Matches matter most for Black Ferns
As the Black Ferns are ending their first season as paid professionals, coach Glenn Moore says while money has been reimbursement for hardship, more quality games are what’s really needed.
In April, New Zealand Rugby (NZR) announced that the XVs women would be paid to play for the first time.
With training camps, match fees and retainers combined, leading players could earn between $30,000 and $45,000.
While an improvement, Moore says players give up a large amount of their social, work and family lives to wear the black jersey.
‘‘To be honest I just see it as being a reimbursement for some of the sacrifices they have to make. Getting some time off their job to be able to train, it’s a big sacrifice,’’ Moore said.
‘‘I don’t recall ever hearing [contracts] talked about in here, the only thing I hear talked about is the pride in the jersey.’’ Glenn Moore, Black Ferns coach
Time training – with the team and individually – is demanding for an athlete who isn’t a fulltime professional and has to fit in a fulltime job.
‘‘If you’re going through training programmes it means you’re going to be a little later for work. You need an employer who is going to be flexible for help and you need the ability to cover some of that income that you lose.’’
As head coach when the Black Ferns won the World Cup in 2017, and again for the year of the pay cheque, Moore says money has helped, but to improve his side needs more than that.
‘‘To keep getting better we need more competition and we need more competition against the big players. It’s like any sport, the more time you get against good competition with high intensity and physicality – it makes us better.
‘‘In all honesty, I don’t recall ever hearing [contracts] talked about in here, the only thing I hear talked about is the pride in the jersey and the most important part is representing the brand respectfully.
‘‘I’m guessing for some of the ones getting an education, it’s probably the difference of being able to go and train and maybe not have to work, waitressing at night sort of thing.
‘‘They are obviously very appreciative, but the only thing I ever hear mentioned is the pride of playing in the jersey.’’
The Black Ferns arrived in France on Monday this week, with just four more days to recover after their test match against the USA in Chicago. From Paris, they took the five-hour train trip to Toulon.
Moore expected the French to be physical in the forwards and the Six Nations winners to test his side more than they were last weekend in the USA.
‘‘We realise they’ve got a big pack and a really physical pack. We want to play the game with high intensity throughout the game, that gives us ability to make extra replacements in the forwards,’’ he said.
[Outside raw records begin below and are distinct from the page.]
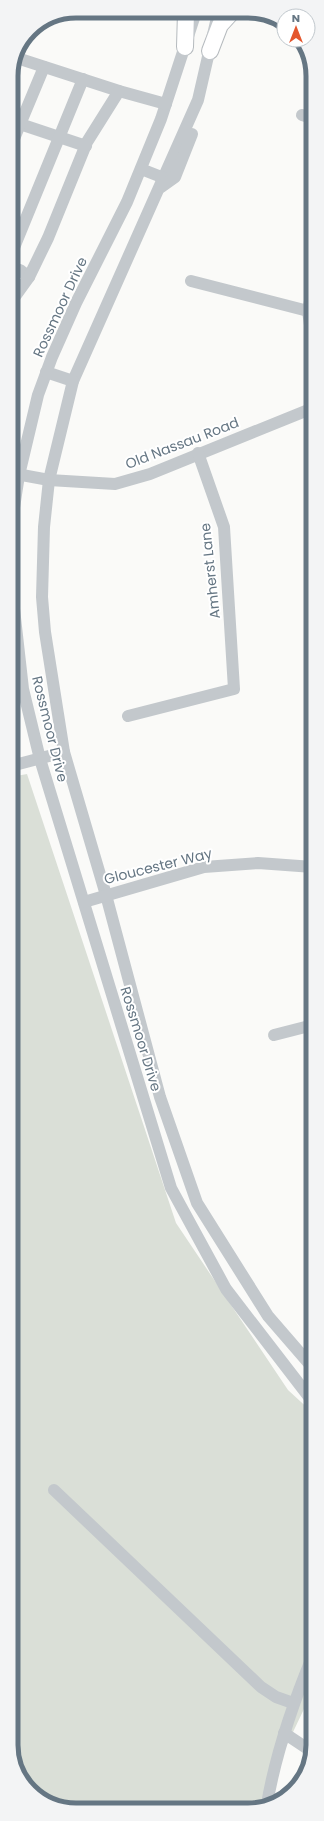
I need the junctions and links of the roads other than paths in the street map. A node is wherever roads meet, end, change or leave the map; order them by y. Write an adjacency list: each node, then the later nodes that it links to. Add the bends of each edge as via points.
1 (186, 18): 5 (main road)
2 (194, 18): 5 (street, Rossmoor Drive)
3 (217, 18): 6 (street, Rossmoor Drive)
4 (226, 18): 6 (main road, via 220,25)
5 (185, 47): 11 (street, Rossmoor Drive)
6 (210, 51): 17 (street, Rossmoor Drive, via 198,100)
7 (21, 59): 8 (street)
8 (44, 67): 9 (street); 12 (street)
9 (83, 79): 10 (street); 14 (street)
10 (119, 91): 11 (street); 15 (street)
11 (166, 104): 16 (street, Rossmoor Drive)
12 (18, 118)
13 (18, 123): 14 (street)
14 (59, 137): 15 (street); 18 (street)
15 (86, 146): 20 (street)
16 (141, 169): 17 (street); 24 (street, Rossmoor Drive, via 73,309)
17 (162, 183): 25 (street, Rossmoor Drive)
18 (18, 239)
19 (18, 270): 20 (street)
20 (29, 277): 22 (street)
21 (191, 281): 23 (street)
22 (18, 292)
23 (306, 310)
24 (46, 372): 25 (street); 28 (street, Rossmoor Drive)
25 (73, 381): 30 (street, Rossmoor Drive)
26 (306, 411): 27 (street, Old Nassau Road)
27 (198, 453): 30 (street, Old Nassau Road, via 150,474 115,484); 32 (street, Amherst Lane, via 224,527 234,690)
28 (18, 464)
29 (18, 475): 30 (street, Old Nassau Road)
30 (49, 480): 33 (street, Rossmoor Drive, via 44,527 42,597 48,655)
31 (18, 649): 34 (street, Rossmoor Drive, via 22,689)
32 (128, 716)
33 (64, 752): 34 (street); 37 (street, Rossmoor Drive)
34 (40, 759): 35 (street); 38 (street, Rossmoor Drive)
35 (18, 764)
36 (306, 866): 37 (street, Gloucester Way, via 258,863 204,867)
37 (106, 895): 38 (street, Gloucester Way); 41 (street, Rossmoor Drive, via 160,1097 197,1202 268,1316)
38 (84, 902): 42 (street, Rossmoor Drive, via 171,1188 226,1289)
39 (306, 1027): 40 (street)
40 (274, 1035)
41 (306, 1360)
42 (306, 1393)
43 (54, 1490): 45 (street, via 261,1687 276,1697)
44 (306, 1672): 45 (street)
45 (293, 1703): 46 (street)
46 (284, 1733): 47 (street); 48 (street, via 273,1769)
47 (306, 1748)
48 (268, 1800)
‘‘These guys will be formidable opponents, but we are always backing ourselves to win no matter who we play. We are looking forward to the match. We are respectful of them, but that’s where it starts and finishes.’’
Moore has named one debutante – flanker Marcelle Parkes, 20, from Wellington – in the lineup, while Hawke’s Bay’s Krysten Cottrell will start at first five-eighth, with Ruahei Demant moving out one spot to second five.
Parkes had been going from strength to strength in training and was ready to make her mark on the big stage, Moore predicted.
The Black Ferns reserves will be made up of six forwards and two backs, a proven combination from last year’s World Cup.
Black Ferns flanker Linda Itunu will retire following the Black Ferns’ series against France. A 37-test veteran, she will come off the bench in the first test in Toulon today.
Glenn Moore works with the Black Ferns during a training session in Sydney this year, when they have become a professional team for the first time.